I’m feeling a bit under the weather today, so did not go to work at the Reporter.
But I did spend time finishing off the articles we have been given to prepare us for our participation in the Harvard Program in Refugee Trauma.
Like the participants ourselves, they are an eclectic bunch, with varying doses of neurobiology, position papers about the importance of mental health, studies of specific groups and their experiences with health, mental health and trauma, and organizational behavior.
While the content is highly varied, clear messages about the importance of mental health and the broader social context to be integral elements of better-funded health policies are a constant underpinning feature of the works. So, too, is the point about the need for any health interventions to be done with respect for, and understanding of, cultural differences.

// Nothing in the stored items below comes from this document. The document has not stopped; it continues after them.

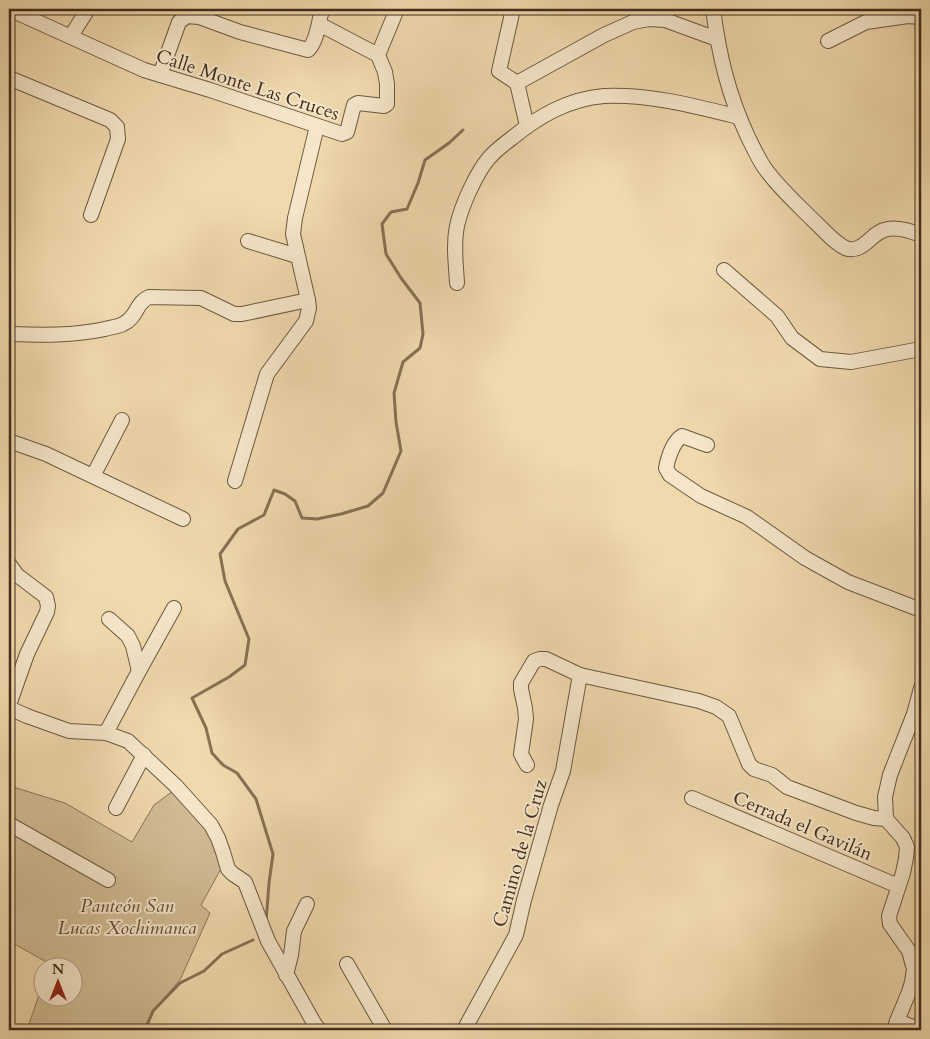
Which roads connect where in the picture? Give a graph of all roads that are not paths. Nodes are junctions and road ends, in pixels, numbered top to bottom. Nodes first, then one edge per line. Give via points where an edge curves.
1 (9, 9) edge
2 (88, 9) edge
3 (322, 9) edge
4 (397, 9) edge
5 (513, 9) edge
6 (713, 9) edge
7 (921, 17) edge
8 (319, 24) junction
9 (71, 36) junction
10 (717, 38) junction
11 (828, 41) dead end
12 (378, 55) junction
13 (160, 75) junction
14 (9, 78) edge
15 (517, 83) junction
16 (739, 117) junction
17 (317, 126) junction
18 (527, 126) junction
19 (91, 215) dead end
20 (921, 235) edge
21 (248, 241) dead end
22 (298, 256) junction
23 (724, 270) dead end
24 (457, 283) dead end
25 (308, 300) junction
26 (9, 334) edge
27 (921, 349) edge
28 (122, 420) dead end
29 (9, 441) edge
30 (707, 444) dead end
31 (93, 476) junction
32 (235, 481) dead end
33 (183, 519) dead end
34 (9, 564) edge
35 (174, 608) dead end
36 (921, 610) edge
37 (109, 618) dead end
38 (138, 671) junction
39 (580, 675) junction
40 (921, 688) edge
41 (9, 707) edge
42 (917, 715) edge
43 (106, 733) junction
44 (144, 756) junction
45 (527, 765) dead end
46 (692, 798) dead end
47 (116, 808) dead end
48 (886, 819) junction
49 (9, 824) edge
50 (108, 880) dead end
51 (898, 886) junction
52 (307, 904) dead end
53 (347, 964) dead end
54 (286, 975) junction
55 (896, 1025) edge
56 (320, 1030) edge
57 (385, 1030) edge
58 (464, 1030) edge
59 (921, 1030) edge

1 - 9 street, Calle Monte Las Cruces
2 - 9 street
3 - 8 street
4 - 12 street
5 - 15 street via 499,71
6 - 10 street
7 - 11 street via 866,22
8 - 12 street
8 - 13 street via 308,50 187,16 179,22
9 - 13 street, Calle Monte Las Cruces
10 - 15 street via 665,20 634,22
10 - 16 street
12 - 17 street, Calle Monte Las Cruces via 386,72 386,104 354,105 347,132 342,134
13 - 17 street, Calle Monte Las Cruces
14 - 19 street via 110,120 117,127 118,139
15 - 18 street
16 - 18 street via 664,100 604,96 565,104
16 - 20 street via 764,167 797,206 836,241 848,248 859,248 886,230 898,229
17 - 22 street via 295,218 293,234
18 - 24 street via 489,159 468,196 454,242
21 - 22 street
22 - 25 street
23 - 27 street via 777,316 792,338 820,359 851,362
25 - 26 street via 234,314 201,298 149,297 143,300 132,319 121,325 70,334
25 - 32 street via 310,308 306,321 267,374
28 - 31 street
29 - 31 street
30 - 36 street via 687,437 678,438 667,461 670,475 701,496 747,517 805,558 848,582
31 - 33 street
34 - 41 street via 17,575 46,597 48,606
35 - 38 street
37 - 38 street via 128,636
38 - 43 street
39 - 45 street via 540,659 534,661 521,683 526,720 521,754
39 - 48 street via 716,707 729,716 754,770 772,775 787,787 856,813
39 - 58 street, Camino de la Cruz via 562,771 526,890 516,936
40 - 42 street
41 - 43 street via 69,731
42 - 48 street via 890,775 885,797
43 - 44 street via 128,741
44 - 47 street
44 - 54 street via 211,825 228,869 245,882 268,941
46 - 51 street, Cerrada el Gavilán
48 - 51 street via 907,847
49 - 50 street
51 - 55 street via 889,916 890,924 910,951 914,969 910,992
52 - 54 street via 294,931
53 - 57 street
54 - 56 street
55 - 59 street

The final key point that I ‘ve gleaned so far was made in The Trauma Story, a piece by program founder Richard Mollica. As in his book, Healing Invisible Wounds, Mollica draws on, and extrapolates from, his experience working with refugees from Southeast Asia to offer general thoughts about the meaning and critical nature of storytelling in successful treatment of torture and trauma victims.
In the article, Mollica repeatedly quotes from Primo Levi’s Survival in Auschwitz, which I wrote about last week. Levi’s writing about the changed and destroyed world of normalcy is a major element in his work and one that seems to have impressed Mollica a lot.
I received a book for the program co-edited by friend, scholar and author Pumla Gobodo-Madikizela, and look forward to tackling that tonight. In the meantime, though, I am glad to have made it through the two dozen or so articles, which have helped me feel more oriented to, and eager for, the adventures that lie ahead.